Traditionally, an anti hero faces a never-ending battle between right and wrong. This isn’t always clear to the anti hero, as he/she wrestles with every decision and their looming implications. They often occupy a fairly grey area between good guy and bad guy, never fully embracing the ideals and philosophies of either. They can be pitiful but they are always deeply flawed and paradoxical – think Alex DeLarge in A Clockword Orange or Michael Corleone in The Godfather, for example. This means that every line of dialogue and every action should be carefully crafted, forcing your reader to question just where on that wafer-thin morality-line your character sits.

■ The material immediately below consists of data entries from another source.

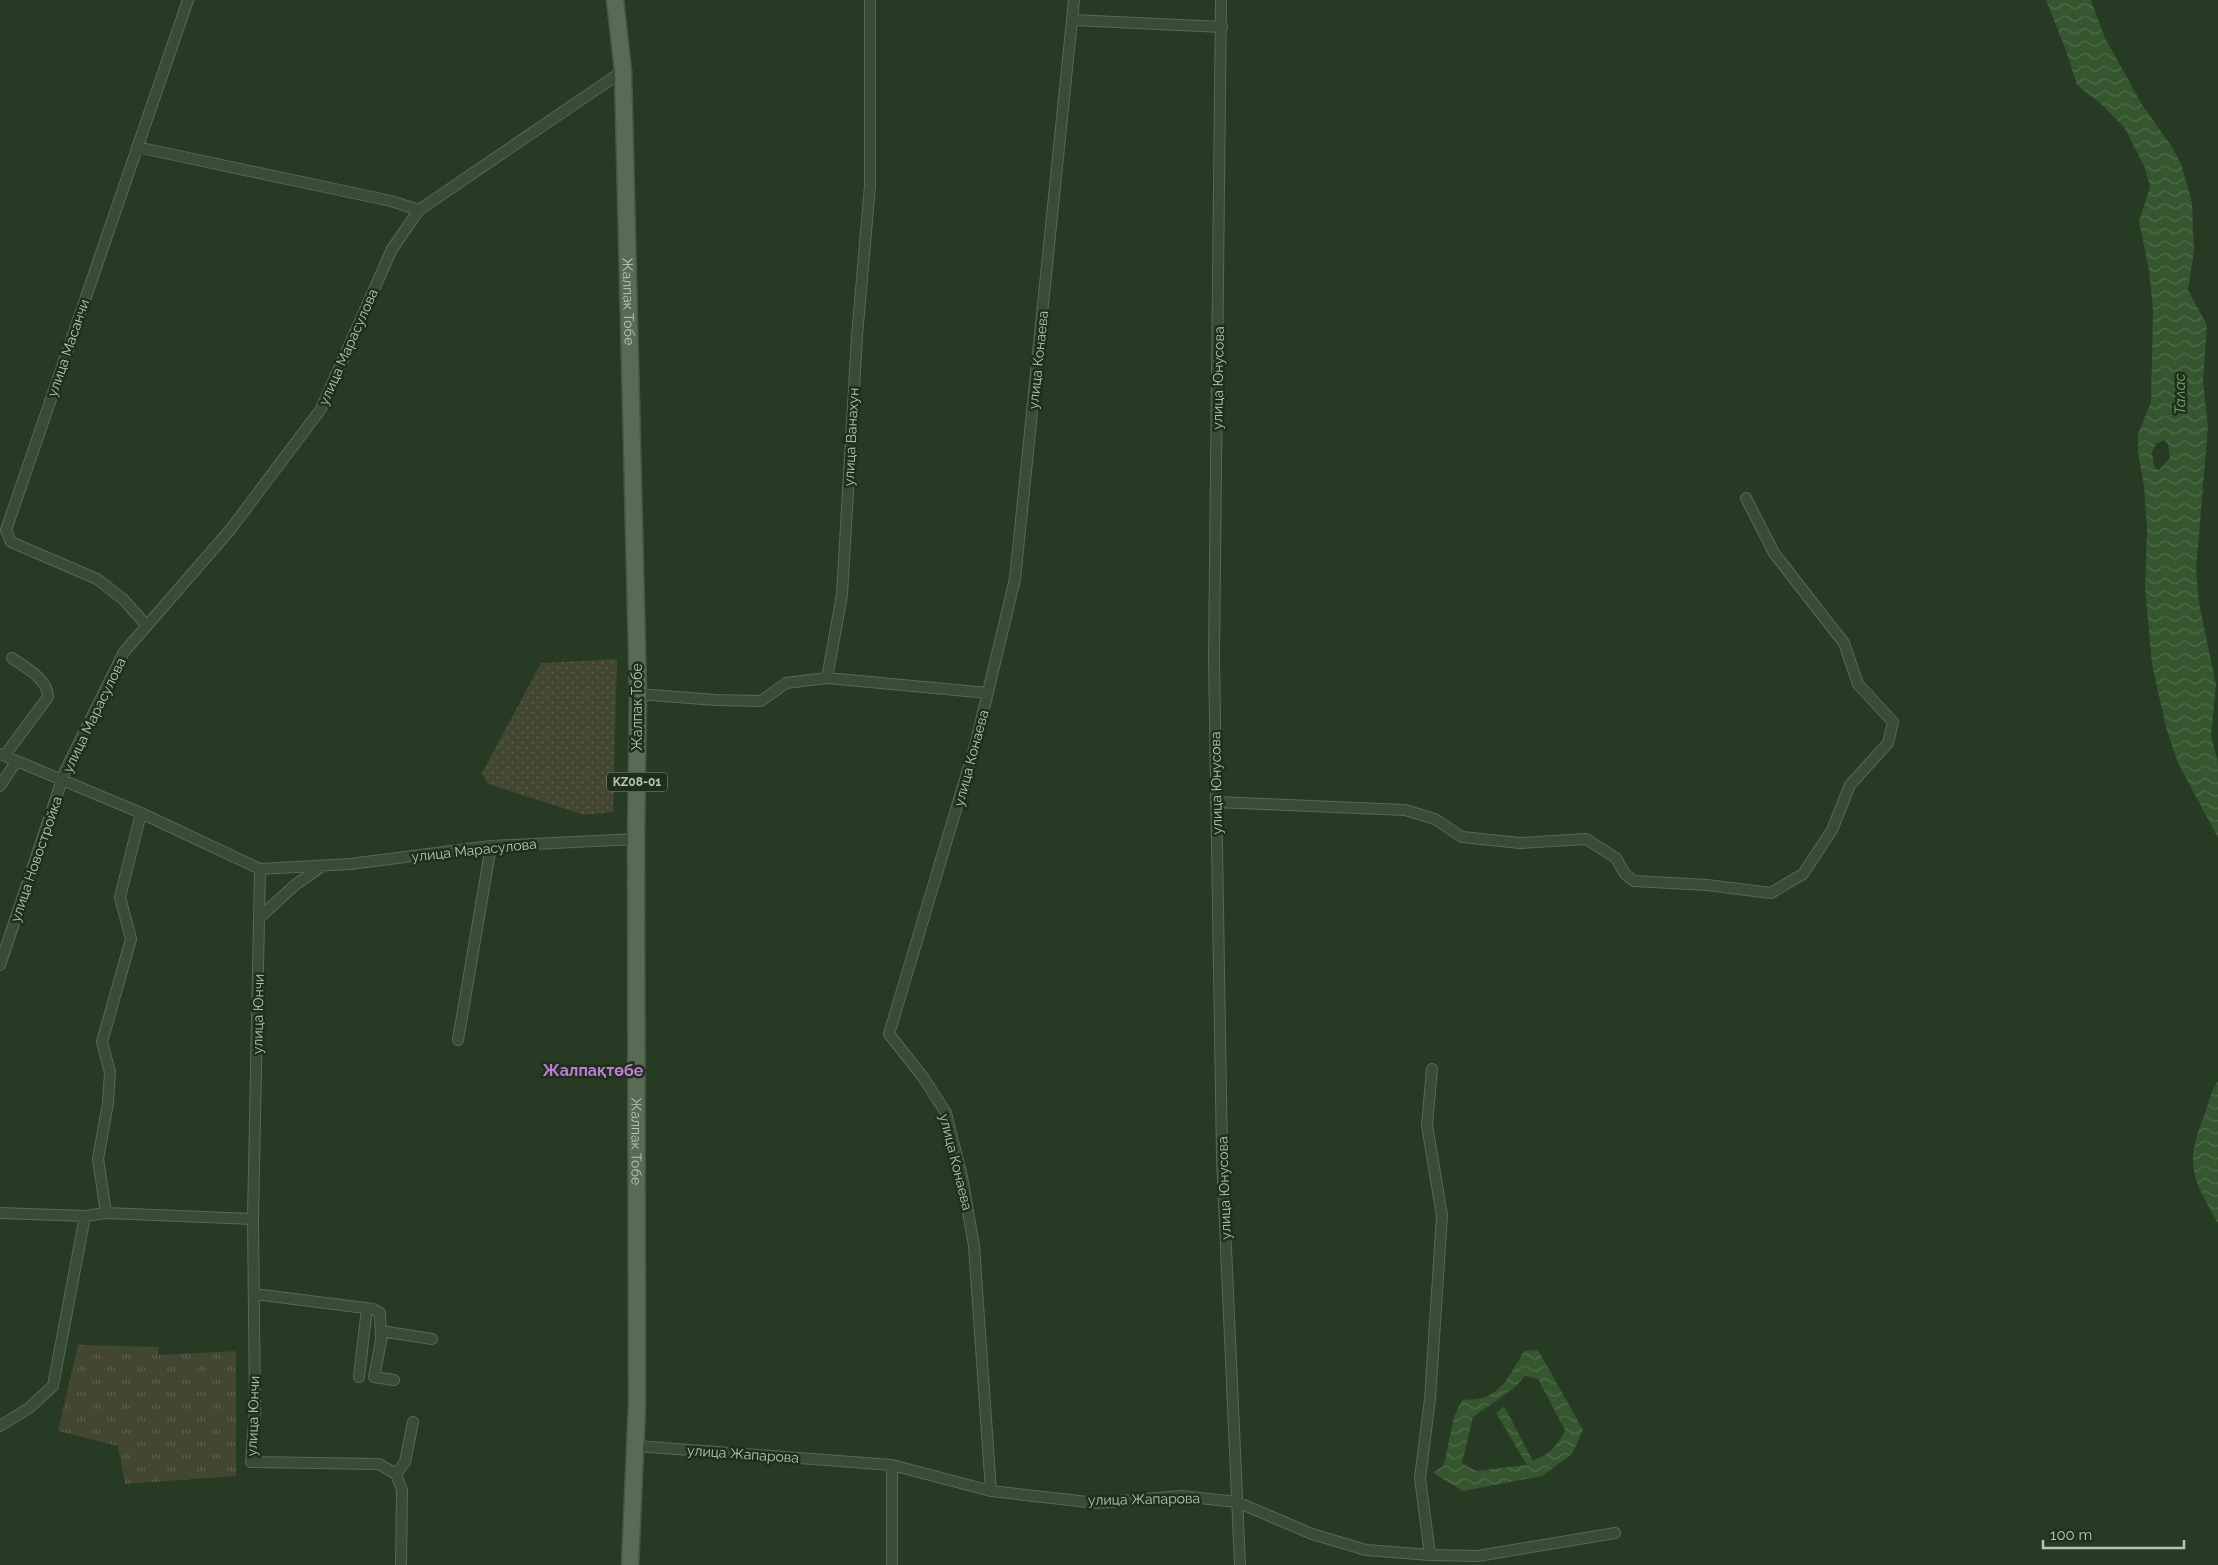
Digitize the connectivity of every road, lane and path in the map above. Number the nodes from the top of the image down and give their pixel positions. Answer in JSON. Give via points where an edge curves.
{"nodes":[{"id":1,"x":188,"y":0,"type":"edge"},
{"id":2,"x":615,"y":0,"type":"edge"},
{"id":3,"x":870,"y":0,"type":"edge"},
{"id":4,"x":1074,"y":0,"type":"edge"},
{"id":5,"x":1221,"y":0,"type":"edge"},
{"id":6,"x":1073,"y":20,"type":"junction"},
{"id":7,"x":1222,"y":27,"type":"junction"},
{"id":8,"x":623,"y":70,"type":"junction"},
{"id":9,"x":137,"y":147,"type":"junction"},
{"id":10,"x":419,"y":210,"type":"junction"},
{"id":11,"x":1746,"y":498,"type":"dead end"},
{"id":12,"x":147,"y":626,"type":"junction"},
{"id":13,"x":12,"y":658,"type":"dead end"},
{"id":14,"x":827,"y":678,"type":"junction"},
{"id":15,"x":988,"y":693,"type":"junction"},
{"id":16,"x":638,"y":694,"type":"junction"},
{"id":17,"x":2,"y":754,"type":"edge"},
{"id":18,"x":16,"y":762,"type":"junction"},
{"id":19,"x":62,"y":780,"type":"junction"},
{"id":20,"x":0,"y":786,"type":"edge"},
{"id":21,"x":1216,"y":802,"type":"junction"},
{"id":22,"x":141,"y":813,"type":"junction"},
{"id":23,"x":636,"y":839,"type":"junction"},
{"id":24,"x":491,"y":846,"type":"junction"},
{"id":25,"x":322,"y":867,"type":"junction"},
{"id":26,"x":260,"y":869,"type":"junction"},
{"id":27,"x":259,"y":918,"type":"junction"},
{"id":28,"x":0,"y":965,"type":"edge"},
{"id":29,"x":458,"y":1040,"type":"dead end"},
{"id":30,"x":1432,"y":1069,"type":"dead end"},
{"id":31,"x":0,"y":1213,"type":"edge"},
{"id":32,"x":106,"y":1213,"type":"junction"},
{"id":33,"x":85,"y":1216,"type":"junction"},
{"id":34,"x":253,"y":1219,"type":"junction"},
{"id":35,"x":254,"y":1294,"type":"junction"},
{"id":36,"x":367,"y":1308,"type":"junction"},
{"id":37,"x":381,"y":1331,"type":"junction"},
{"id":38,"x":432,"y":1339,"type":"dead end"},
{"id":39,"x":359,"y":1376,"type":"dead end"},
{"id":40,"x":394,"y":1380,"type":"dead end"},
{"id":41,"x":413,"y":1422,"type":"dead end"},
{"id":42,"x":0,"y":1426,"type":"edge"},
{"id":43,"x":636,"y":1446,"type":"junction"},
{"id":44,"x":892,"y":1465,"type":"junction"},
{"id":45,"x":396,"y":1474,"type":"junction"},
{"id":46,"x":991,"y":1490,"type":"junction"},
{"id":47,"x":1237,"y":1502,"type":"junction"},
{"id":48,"x":1615,"y":1533,"type":"dead end"},
{"id":49,"x":1430,"y":1555,"type":"junction"},
{"id":50,"x":401,"y":1565,"type":"edge"},
{"id":51,"x":630,"y":1565,"type":"edge"},
{"id":52,"x":892,"y":1565,"type":"edge"},
{"id":53,"x":1240,"y":1565,"type":"edge"}],
"edges":[{"from":1,"to":9,"type":"street","name":"улица Масанчи"},
{"from":2,"to":8,"type":"main road","name":"Жалпак Тобе","number":"KZ08-01"},
{"from":3,"to":14,"type":"street","name":"улица Ванахун","via":[[870,186],[857,336],[842,595]]},
{"from":4,"to":6,"type":"street","name":"улица Конаева"},
{"from":5,"to":7,"type":"street","name":"улица Юнусова"},
{"from":6,"to":7,"type":"street"},
{"from":6,"to":15,"type":"street","name":"улица Конаева","via":[[1016,579]]},
{"from":7,"to":21,"type":"street","name":"улица Юнусова","via":[[1214,658]]},
{"from":8,"to":10,"type":"street","name":"улица Марасулова"},
{"from":8,"to":16,"type":"main road","name":"Жалпак Тобе","number":"KZ08-01"},
{"from":9,"to":10,"type":"street","via":[[391,201]]},
{"from":9,"to":12,"type":"street","name":"улица Масанчи","via":[[6,530],[11,542],[98,579],[123,599]]},
{"from":10,"to":12,"type":"street","name":"улица Марасулова","via":[[392,249],[321,409],[230,530]]},
{"from":11,"to":21,"type":"street","via":[[1774,553],[1844,643],[1858,684],[1894,722],[1888,743],[1850,785],[1832,830],[1803,874],[1771,893],[1708,884],[1634,881],[1625,874],[1616,858],[1586,839],[1520,843],[1462,837],[1435,819],[1405,810]]},
{"from":12,"to":19,"type":"street","name":"улица Марасулова","via":[[124,652]]},
{"from":13,"to":17,"type":"street","via":[[37,676],[48,689],[48,697]]},
{"from":14,"to":15,"type":"street"},
{"from":14,"to":16,"type":"street","via":[[786,683],[761,701]]},
{"from":15,"to":46,"type":"street","name":"улица Конаева","via":[[889,1034],[946,1113],[962,1177],[974,1246]]},
{"from":16,"to":23,"type":"main road","name":"Жалпак Тобе","number":"KZ08-01"},
{"from":17,"to":18,"type":"street","name":"улица Марасулова"},
{"from":18,"to":19,"type":"street","name":"улица Марасулова"},
{"from":18,"to":20,"type":"street"},
{"from":19,"to":22,"type":"street","name":"улица Марасулова"},
{"from":19,"to":28,"type":"street","name":"улица Новостройка"},
{"from":21,"to":47,"type":"street","name":"улица Юнусова","via":[[1222,1157]]},
{"from":22,"to":26,"type":"street","name":"улица Марасулова"},
{"from":22,"to":32,"type":"street","via":[[120,897],[131,939],[102,1042],[110,1072],[98,1159]]},
{"from":23,"to":24,"type":"street","name":"улица Марасулова"},
{"from":23,"to":43,"type":"main road","name":"Жалпак Тобе","number":"KZ08-01"},
{"from":24,"to":25,"type":"street","name":"улица Марасулова"},
{"from":24,"to":29,"type":"street"},
{"from":25,"to":26,"type":"street","name":"улица Марасулова"},
{"from":25,"to":27,"type":"street"},
{"from":26,"to":27,"type":"street","name":"улица Юнчи"},
{"from":27,"to":34,"type":"street","name":"улица Юнчи"},
{"from":30,"to":49,"type":"street","via":[[1427,1125],[1442,1216],[1430,1399],[1420,1478]]},
{"from":31,"to":33,"type":"street"},
{"from":32,"to":33,"type":"street"},
{"from":32,"to":34,"type":"street"},
{"from":33,"to":42,"type":"street","via":[[53,1386],[29,1408]]},
{"from":34,"to":35,"type":"street","name":"улица Юнчи"},
{"from":35,"to":36,"type":"street"},
{"from":35,"to":45,"type":"street","name":"улица Юнчи","via":[[255,1410],[250,1462],[379,1464]]},
{"from":36,"to":37,"type":"street","via":[[380,1313]]},
{"from":36,"to":39,"type":"street"},
{"from":37,"to":38,"type":"street"},
{"from":37,"to":40,"type":"street","via":[[374,1378]]},
{"from":41,"to":45,"type":"street","via":[[405,1462]]},
{"from":43,"to":44,"type":"street","name":"улица Жапарова"},
{"from":43,"to":51,"type":"main road","name":"Жалпак Тобе","number":"KZ08-01"},
{"from":44,"to":46,"type":"street","name":"улица Жапарова"},
{"from":44,"to":52,"type":"street"},
{"from":45,"to":50,"type":"street","via":[[402,1490]]},
{"from":46,"to":47,"type":"street","name":"улица Жапарова","via":[[1096,1502],[1181,1496]]},
{"from":47,"to":49,"type":"street","name":"улица Жапарова","via":[[1312,1534],[1366,1550]]},
{"from":47,"to":53,"type":"street","name":"улица Юнусова"},
{"from":48,"to":49,"type":"street","name":"улица Жапарова","via":[[1478,1556]]}]}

2. Don’t be afraid to use language you wouldn’t use

It’s important to remember that your anti here is not you. He/she is a victim of a social flaw, a neurosis or a deeply scarring psychological experience. While it is crucial to embody your protagonist (think Heath Ledger as The Joker in The Dark Knight), fiction does not require you, as an author, to comply with any social codes or expectations as you might in the real world. When your brain whispers in a demonic two-tone that it’s okay for your protagonist to be unfaithful, to commit an act of treason, to screw over his/her friends and family or to explode in a verbal fit of vulgarity and profanity, embrace that feeling. These are the things your protagonist would contemplate. Sure, you might not be content with blowing off your smoking hot 1960s housewife for the secretary at your ad agency but I guarantee you that your anti hero would. Your anti hero is torn, warped in a delusional galaxy where they’re likely to neglect their own sagacity. Do not be afraid to illustrate this in your writing for fear of judgment and scrutiny. Being able to channel these thoughts and emotions while not experiencing them yourself is your strength as a writer.

3. Be Realistic and Relatable

The secret behind anyone’s conceptualisation of an anti hero is to create a character that is real and relatable, a verbatim and fictional reflection of the flawed but fascinating people that roam our wonderful world. We’re engrossed by these characters, they same way we’re spellbound by motive-less serial killers and deranged super villains. There’s a quality to these characters that we are familiar with, that we understand, but that we never dare to impersonate. They’re people so far-removed from our own daily delights that we yearn to learn more about what drives them, what forces them over that cliff of no-return. Your anti hero should be a rebel, a maverick or a screw-up. He/she should be in search of a perceived freedom or escape, particularly inclined to work outside the squared circles of law and governance. Their mind state and virtues should be antithetical to those of the acceptable norm. Like real people, the thing about fictional anti heroes is that they always possess an emerging pathos. Their tragedies evoke a sense of sorrow and sincerity from their audience, just as it would at an AA meeting with a recovering alcoholic.

 

4. Force them to be Motivated by Self-Interest

By far the #1 quality of every anti hero is their rejection to accept that every bad decision was made in the interest of self-preservation and ego. They’re all just pretty shitty in that sense. Sure, there’s always a line that anti heroes won’t cross that prevents them from plummeting into the Darth Vadars of the world, but they’re often comfortable obliging with both sides of the morality fence. Revenge, self-worth and honour should play the part of ‘motivator’ while a distaste for remorse should be commonplace. Their selfishness should mold them into a mess of contradiction, their complexities making them mystifying but not misunderstood by their audience. But most of all, in the end, your anti hero should be redeemed and/or transformed in some way that makes all the sacrifice and pain ostensibly worthwhile.